Exercise directions:
Please repeat the records, word for word and without gaps.

Source records:
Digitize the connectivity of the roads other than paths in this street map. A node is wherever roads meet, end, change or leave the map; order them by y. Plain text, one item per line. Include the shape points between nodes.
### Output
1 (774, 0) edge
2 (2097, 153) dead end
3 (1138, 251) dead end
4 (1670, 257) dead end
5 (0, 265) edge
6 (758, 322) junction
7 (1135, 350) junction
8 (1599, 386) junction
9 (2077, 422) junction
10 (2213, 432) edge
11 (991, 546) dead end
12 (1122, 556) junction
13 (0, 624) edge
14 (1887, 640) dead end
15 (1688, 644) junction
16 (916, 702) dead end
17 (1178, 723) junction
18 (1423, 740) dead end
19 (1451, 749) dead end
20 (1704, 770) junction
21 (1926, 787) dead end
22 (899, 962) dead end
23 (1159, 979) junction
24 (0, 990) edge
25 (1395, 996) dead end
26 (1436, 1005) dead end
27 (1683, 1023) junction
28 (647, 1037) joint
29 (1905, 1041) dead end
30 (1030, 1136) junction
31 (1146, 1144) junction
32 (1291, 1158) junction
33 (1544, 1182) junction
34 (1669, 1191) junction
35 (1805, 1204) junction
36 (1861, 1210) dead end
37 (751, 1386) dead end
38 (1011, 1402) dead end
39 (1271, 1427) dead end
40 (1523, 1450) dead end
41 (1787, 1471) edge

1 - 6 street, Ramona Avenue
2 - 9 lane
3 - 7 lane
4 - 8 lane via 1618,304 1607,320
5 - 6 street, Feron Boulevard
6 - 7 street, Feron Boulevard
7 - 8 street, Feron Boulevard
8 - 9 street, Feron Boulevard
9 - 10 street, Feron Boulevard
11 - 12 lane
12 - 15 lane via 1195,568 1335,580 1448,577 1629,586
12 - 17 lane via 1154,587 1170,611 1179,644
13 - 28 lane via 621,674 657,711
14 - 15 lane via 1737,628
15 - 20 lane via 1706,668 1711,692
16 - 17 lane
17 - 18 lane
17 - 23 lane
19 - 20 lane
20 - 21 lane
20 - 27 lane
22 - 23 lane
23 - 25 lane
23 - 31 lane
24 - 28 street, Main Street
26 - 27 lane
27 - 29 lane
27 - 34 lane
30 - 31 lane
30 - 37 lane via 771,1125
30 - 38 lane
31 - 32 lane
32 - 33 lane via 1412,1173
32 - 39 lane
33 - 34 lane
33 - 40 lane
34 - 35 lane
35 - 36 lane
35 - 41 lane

Completed task:
Digitize the connectivity of the roads other than paths in this street map. A node is wherever roads meet, end, change or leave the map; order them by y. Plain text, one item per line. Include the shape points between nodes.
### Output
1 (774, 0) edge
2 (2097, 153) dead end
3 (1138, 251) dead end
4 (1670, 257) dead end
5 (0, 265) edge
6 (758, 322) junction
7 (1135, 350) junction
8 (1599, 386) junction
9 (2077, 422) junction
10 (2213, 432) edge
11 (991, 546) dead end
12 (1122, 556) junction
13 (0, 624) edge
14 (1887, 640) dead end
15 (1688, 644) junction
16 (916, 702) dead end
17 (1178, 723) junction
18 (1423, 740) dead end
19 (1451, 749) dead end
20 (1704, 770) junction
21 (1926, 787) dead end
22 (899, 962) dead end
23 (1159, 979) junction
24 (0, 990) edge
25 (1395, 996) dead end
26 (1436, 1005) dead end
27 (1683, 1023) junction
28 (647, 1037) joint
29 (1905, 1041) dead end
30 (1030, 1136) junction
31 (1146, 1144) junction
32 (1291, 1158) junction
33 (1544, 1182) junction
34 (1669, 1191) junction
35 (1805, 1204) junction
36 (1861, 1210) dead end
37 (751, 1386) dead end
38 (1011, 1402) dead end
39 (1271, 1427) dead end
40 (1523, 1450) dead end
41 (1787, 1471) edge

1 - 6 street, Ramona Avenue
2 - 9 lane
3 - 7 lane
4 - 8 lane via 1618,304 1607,320
5 - 6 street, Feron Boulevard
6 - 7 street, Feron Boulevard
7 - 8 street, Feron Boulevard
8 - 9 street, Feron Boulevard
9 - 10 street, Feron Boulevard
11 - 12 lane
12 - 15 lane via 1195,568 1335,580 1448,577 1629,586
12 - 17 lane via 1154,587 1170,611 1179,644
13 - 28 lane via 621,674 657,711
14 - 15 lane via 1737,628
15 - 20 lane via 1706,668 1711,692
16 - 17 lane
17 - 18 lane
17 - 23 lane
19 - 20 lane
20 - 21 lane
20 - 27 lane
22 - 23 lane
23 - 25 lane
23 - 31 lane
24 - 28 street, Main Street
26 - 27 lane
27 - 29 lane
27 - 34 lane
30 - 31 lane
30 - 37 lane via 771,1125
30 - 38 lane
31 - 32 lane
32 - 33 lane via 1412,1173
32 - 39 lane
33 - 34 lane
33 - 40 lane
34 - 35 lane
35 - 36 lane
35 - 41 lane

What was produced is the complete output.